Gubernur HD Bakal Rombak Konstruksi Jembatan Gantung Desa Ujan Mas

Reyhan Diandri - detikNews
Senin, 24 Agu 2020 16:06 WIB
Herman Deru
Foto: Pemprov Sumsel
Jakarta - Gubernur Sumsel Herman Deru meninjau secara langsung kondisi jembatan gantung yang ada di Desa Ujan Mas Lama, kabupaten Muara Enim pada hari Kamis (20/8). Peninjauan itu dilakukan untuk melihat dari dekat kondisi jembatan gantung tersebut, mengingat selama ini jembatan itu menjadi akses penting di kawasan itu.
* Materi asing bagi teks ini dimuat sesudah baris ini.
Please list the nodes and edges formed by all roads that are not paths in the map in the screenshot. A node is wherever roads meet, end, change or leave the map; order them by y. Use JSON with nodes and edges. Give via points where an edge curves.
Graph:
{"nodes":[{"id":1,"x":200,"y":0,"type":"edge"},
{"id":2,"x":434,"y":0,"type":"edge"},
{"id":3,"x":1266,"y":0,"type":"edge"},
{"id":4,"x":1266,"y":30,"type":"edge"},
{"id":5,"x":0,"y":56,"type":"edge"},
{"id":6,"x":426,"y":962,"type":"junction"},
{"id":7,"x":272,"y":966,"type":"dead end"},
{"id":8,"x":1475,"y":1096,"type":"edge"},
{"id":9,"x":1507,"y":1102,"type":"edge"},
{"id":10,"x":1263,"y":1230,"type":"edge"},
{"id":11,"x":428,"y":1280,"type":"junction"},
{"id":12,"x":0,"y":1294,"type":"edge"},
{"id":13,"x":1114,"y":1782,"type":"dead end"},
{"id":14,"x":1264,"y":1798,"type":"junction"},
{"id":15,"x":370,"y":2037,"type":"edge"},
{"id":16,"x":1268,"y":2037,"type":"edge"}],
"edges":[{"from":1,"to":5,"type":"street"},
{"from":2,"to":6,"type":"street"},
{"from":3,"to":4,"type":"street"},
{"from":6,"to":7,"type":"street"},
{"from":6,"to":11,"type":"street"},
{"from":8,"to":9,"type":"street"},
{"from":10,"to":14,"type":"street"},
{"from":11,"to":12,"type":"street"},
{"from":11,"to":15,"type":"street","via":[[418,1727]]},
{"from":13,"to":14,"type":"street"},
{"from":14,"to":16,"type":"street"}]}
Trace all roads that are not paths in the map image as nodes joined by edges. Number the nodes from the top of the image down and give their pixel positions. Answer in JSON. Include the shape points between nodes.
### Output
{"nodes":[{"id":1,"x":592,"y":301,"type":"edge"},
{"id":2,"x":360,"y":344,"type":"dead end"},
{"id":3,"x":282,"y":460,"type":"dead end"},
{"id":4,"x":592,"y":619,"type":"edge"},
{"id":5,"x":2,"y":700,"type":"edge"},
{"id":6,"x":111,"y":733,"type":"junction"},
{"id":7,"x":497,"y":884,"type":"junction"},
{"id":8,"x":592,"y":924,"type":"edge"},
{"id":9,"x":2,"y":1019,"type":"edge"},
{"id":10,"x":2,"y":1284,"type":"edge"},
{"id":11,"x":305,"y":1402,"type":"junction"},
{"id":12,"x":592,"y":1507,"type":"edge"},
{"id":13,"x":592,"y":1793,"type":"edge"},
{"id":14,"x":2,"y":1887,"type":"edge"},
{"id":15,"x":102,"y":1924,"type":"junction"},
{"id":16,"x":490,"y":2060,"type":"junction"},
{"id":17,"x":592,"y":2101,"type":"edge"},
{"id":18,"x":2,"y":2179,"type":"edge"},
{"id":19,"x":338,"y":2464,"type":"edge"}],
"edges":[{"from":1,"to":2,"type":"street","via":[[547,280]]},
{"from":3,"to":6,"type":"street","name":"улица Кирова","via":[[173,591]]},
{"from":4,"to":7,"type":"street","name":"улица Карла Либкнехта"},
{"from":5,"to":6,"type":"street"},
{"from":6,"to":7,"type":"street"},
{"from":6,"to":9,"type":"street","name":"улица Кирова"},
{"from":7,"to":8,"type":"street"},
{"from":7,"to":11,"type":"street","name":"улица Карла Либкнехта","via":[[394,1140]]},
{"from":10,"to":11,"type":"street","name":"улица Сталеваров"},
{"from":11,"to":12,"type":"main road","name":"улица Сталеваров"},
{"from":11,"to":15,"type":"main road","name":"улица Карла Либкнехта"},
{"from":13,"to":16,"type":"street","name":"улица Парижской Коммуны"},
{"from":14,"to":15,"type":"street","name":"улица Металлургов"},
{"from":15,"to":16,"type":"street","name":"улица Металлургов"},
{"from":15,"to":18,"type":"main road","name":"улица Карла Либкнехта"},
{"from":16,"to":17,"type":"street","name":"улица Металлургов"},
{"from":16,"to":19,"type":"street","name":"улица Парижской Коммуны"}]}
Herman Deru mengatakan dalam waktu dekat Pemerintah Provinsi Sumatera Selatan (Pemprov Sumsel) berencana melakukan penggantian kontruksi jembatan yakni dengan kontruksi baja atau beton. Oleh karena itu, ia mengaku butuh kajian teknis dari pihak terkait di samping peran dan andil serta masyarakat utamanya yang terkait dengan pembebasan lahan.

"Saya merespons, karena itu kita butuh kerja sama termasuk masyarakat utamanya terkait dengan pembebasan lahan," tegas Herman Deru, dalam keterangan tertulis, Senin (24/8/2020).

Herman Deru mengatakan pembangunan jalan saat ini masih dalam tahap pengecekan terkait dengan kelayakan, apakah jembatan ujan mas tersebut memungkinkan dapat dijadikan jembatan konstruksi baja agar dapat dilewati kendaraan roda empat.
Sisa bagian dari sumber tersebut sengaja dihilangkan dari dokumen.